Breakfast Timing: Some athletes can eat a Big Mac 10 minutes before a race. Most cannot! First off, the food that fuels your morning workouts is mostly coming from the meal the evening before. The morning of you just need a very light breakfast to fire your metabolism and one that is processed quickly. That's why bagels are so popular. If you experience GI problems in a workout or event try a lighter breakfast and try moving it to at least 2 hour before. As an example, I'm 200lbs but I only have a bagel for breakfast on race day and do so 3 hours before as I've learned that is what works for me..
Running in the Heat: Most long distance triathlons result in you running in the heat of the day. Consider this when you're training. Every once in a while schedule your runs for the time of day you will be running during your A race so you can acclimatize. On the runs make sure you're hydrated before, hydrate during, hydrate after, wear a hat, and adjust pace down if your perceived exertion (PE) is high. Your heart rate will be high due to the heat so PE is a better gauge.
Are You Dehydrated: Firstly, a bit of dehydration is normal. It's when we lose over 2-3% of our body weight in fluid that our function is compromised. As a general, daily practice keep an eye on your urine and if it is dark, you need to hydrate more. If you want to take it a step further you can weigh yourself undressed before and after workouts and see what the weight differential might be. Please note: naked weighing in the transition zone is frowned upon!
Calculate Carbs: For our long distance athletes, starting this week I'd like to see you calculate and post in your log your target carbohydrate intake for long rides and runs. This should be posted before you do these workouts. That will force you to acknowledge those numbers and hopefully plan and execute to get the required intake. Again, as a starting point, aim for 1g or carb per kg of body weight per hour. Example: A 70kg athlete would target 210g for a 3hr ride. Intake is trainable so if you can slowly push that number higher it is beneficial.
Write it down. If you're having trouble executing a nutrition plan for long rides, consider writing it down on a strip of paper and taping it to your bars.

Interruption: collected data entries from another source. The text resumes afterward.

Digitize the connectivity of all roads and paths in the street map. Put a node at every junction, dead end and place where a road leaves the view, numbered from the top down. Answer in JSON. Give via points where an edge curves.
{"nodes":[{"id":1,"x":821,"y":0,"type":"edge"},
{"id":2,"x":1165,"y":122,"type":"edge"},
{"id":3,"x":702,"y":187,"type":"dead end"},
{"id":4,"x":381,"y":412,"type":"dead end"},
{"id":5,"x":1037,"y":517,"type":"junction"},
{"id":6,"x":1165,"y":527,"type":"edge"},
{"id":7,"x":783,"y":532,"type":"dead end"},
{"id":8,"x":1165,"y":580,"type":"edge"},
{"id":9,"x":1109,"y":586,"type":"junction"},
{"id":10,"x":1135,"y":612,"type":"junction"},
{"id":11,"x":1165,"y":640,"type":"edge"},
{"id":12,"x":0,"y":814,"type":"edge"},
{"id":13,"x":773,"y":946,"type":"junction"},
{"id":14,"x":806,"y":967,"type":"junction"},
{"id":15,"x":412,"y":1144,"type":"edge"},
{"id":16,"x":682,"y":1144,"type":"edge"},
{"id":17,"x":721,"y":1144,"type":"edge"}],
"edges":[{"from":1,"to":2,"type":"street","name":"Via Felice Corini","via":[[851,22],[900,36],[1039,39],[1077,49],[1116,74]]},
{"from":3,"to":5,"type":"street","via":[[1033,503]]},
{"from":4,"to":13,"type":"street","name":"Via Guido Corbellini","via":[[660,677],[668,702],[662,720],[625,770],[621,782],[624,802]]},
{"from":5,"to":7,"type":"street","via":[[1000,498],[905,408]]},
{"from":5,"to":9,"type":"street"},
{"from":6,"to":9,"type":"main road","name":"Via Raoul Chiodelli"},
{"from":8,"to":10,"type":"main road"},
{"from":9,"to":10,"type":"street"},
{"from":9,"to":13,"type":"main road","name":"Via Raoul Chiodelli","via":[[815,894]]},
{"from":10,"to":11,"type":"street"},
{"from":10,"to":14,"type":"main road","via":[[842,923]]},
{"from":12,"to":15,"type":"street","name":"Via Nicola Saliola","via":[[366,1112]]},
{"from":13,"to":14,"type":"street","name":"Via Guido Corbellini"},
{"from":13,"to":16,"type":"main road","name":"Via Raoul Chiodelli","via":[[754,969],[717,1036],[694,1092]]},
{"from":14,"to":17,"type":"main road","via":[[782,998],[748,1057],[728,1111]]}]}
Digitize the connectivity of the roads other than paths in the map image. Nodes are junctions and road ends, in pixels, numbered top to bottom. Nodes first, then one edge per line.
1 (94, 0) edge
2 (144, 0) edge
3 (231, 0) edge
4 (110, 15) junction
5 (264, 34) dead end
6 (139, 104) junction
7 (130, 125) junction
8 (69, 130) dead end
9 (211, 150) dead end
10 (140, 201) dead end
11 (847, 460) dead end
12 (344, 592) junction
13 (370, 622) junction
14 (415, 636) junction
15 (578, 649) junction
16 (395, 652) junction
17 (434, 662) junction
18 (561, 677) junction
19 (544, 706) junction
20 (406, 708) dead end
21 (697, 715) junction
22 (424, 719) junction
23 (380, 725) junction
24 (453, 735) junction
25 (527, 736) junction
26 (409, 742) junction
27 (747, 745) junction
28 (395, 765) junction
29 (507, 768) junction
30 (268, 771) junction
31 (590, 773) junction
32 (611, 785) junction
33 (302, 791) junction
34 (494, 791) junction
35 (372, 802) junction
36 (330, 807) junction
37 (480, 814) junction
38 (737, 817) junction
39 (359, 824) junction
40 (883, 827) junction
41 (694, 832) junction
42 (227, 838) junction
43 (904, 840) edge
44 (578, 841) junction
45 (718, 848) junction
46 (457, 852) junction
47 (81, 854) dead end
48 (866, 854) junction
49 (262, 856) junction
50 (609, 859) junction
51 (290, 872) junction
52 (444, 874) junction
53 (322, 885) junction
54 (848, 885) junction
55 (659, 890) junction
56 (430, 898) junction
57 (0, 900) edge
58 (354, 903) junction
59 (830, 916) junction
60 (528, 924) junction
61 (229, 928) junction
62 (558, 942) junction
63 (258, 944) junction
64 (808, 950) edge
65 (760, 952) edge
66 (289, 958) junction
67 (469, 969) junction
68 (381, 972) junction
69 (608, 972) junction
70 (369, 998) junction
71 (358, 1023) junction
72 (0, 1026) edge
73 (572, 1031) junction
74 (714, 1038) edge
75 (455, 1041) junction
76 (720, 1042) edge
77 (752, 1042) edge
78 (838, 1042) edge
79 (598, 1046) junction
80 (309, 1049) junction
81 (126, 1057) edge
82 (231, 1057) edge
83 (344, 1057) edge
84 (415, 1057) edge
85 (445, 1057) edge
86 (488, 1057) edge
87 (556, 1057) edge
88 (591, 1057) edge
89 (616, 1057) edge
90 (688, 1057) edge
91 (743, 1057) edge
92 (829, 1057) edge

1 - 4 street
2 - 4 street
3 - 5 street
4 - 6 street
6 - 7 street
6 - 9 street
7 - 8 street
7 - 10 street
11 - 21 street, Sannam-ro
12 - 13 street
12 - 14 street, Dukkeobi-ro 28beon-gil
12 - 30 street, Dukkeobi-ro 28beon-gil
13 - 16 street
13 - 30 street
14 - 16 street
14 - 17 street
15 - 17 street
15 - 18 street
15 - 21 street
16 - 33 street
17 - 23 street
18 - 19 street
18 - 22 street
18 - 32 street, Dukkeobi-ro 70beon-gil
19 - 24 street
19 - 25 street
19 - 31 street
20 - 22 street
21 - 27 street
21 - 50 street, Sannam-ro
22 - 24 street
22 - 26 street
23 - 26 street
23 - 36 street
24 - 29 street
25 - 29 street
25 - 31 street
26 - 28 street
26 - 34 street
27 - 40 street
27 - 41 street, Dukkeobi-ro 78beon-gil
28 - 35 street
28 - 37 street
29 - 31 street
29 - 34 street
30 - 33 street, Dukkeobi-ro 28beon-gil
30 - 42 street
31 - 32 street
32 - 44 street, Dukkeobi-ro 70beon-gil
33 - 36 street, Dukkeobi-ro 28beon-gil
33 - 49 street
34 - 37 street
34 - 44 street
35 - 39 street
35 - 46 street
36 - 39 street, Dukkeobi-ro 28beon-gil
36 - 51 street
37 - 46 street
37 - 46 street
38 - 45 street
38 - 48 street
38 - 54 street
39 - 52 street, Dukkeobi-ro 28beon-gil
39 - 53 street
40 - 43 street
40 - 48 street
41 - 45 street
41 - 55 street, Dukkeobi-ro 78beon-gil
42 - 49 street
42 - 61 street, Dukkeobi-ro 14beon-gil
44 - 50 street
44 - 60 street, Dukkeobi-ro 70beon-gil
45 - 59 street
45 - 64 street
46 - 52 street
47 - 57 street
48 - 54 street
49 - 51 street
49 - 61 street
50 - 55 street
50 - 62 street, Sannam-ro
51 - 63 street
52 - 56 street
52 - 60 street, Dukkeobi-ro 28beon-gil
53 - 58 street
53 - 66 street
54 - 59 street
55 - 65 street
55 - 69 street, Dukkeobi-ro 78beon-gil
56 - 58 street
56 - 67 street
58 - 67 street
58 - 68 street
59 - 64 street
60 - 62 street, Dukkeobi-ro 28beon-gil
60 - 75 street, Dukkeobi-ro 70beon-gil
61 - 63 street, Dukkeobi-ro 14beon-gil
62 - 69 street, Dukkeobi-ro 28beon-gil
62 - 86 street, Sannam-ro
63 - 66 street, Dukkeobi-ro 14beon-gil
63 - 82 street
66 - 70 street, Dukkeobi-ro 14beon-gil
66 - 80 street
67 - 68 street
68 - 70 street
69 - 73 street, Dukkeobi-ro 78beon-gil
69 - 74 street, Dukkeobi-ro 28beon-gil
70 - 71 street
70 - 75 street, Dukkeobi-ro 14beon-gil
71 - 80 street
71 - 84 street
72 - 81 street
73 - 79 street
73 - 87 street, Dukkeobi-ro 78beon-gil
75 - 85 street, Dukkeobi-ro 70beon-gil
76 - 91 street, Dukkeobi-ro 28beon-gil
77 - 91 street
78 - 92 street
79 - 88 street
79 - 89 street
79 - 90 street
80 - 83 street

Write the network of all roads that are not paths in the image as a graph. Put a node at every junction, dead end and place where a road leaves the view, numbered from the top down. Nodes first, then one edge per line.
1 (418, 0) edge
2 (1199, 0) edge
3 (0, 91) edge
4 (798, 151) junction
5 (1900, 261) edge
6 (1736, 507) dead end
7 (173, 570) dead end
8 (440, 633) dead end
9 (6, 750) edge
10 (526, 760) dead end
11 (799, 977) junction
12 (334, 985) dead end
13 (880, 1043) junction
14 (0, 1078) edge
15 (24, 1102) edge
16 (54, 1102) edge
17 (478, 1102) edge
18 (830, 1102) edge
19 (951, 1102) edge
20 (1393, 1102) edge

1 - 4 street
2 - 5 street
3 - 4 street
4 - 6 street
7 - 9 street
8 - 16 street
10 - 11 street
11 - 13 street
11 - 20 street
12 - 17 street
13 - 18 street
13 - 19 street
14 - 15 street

Focus on the A: Whether you are training or racing keep your eye on your major goal and be patient as you build towards it. If you have a B or C race, approach it in a way that will help your progress to the A race not hurt it. A quick anecdote to illustrate. In 2008 the World Championships were in Vancouver, just a ferry ride from Simon Whitfield's home. There was a lot of excitement and anticipation for him to spring home a big win in front of the home fans. It didn't happen. He finished 6th. Why did he finish 6th? Because Vancouver in June was not the plan. The plan was Beijing in August. Two months after Vancouver he won Olympic silver in a sprint finish.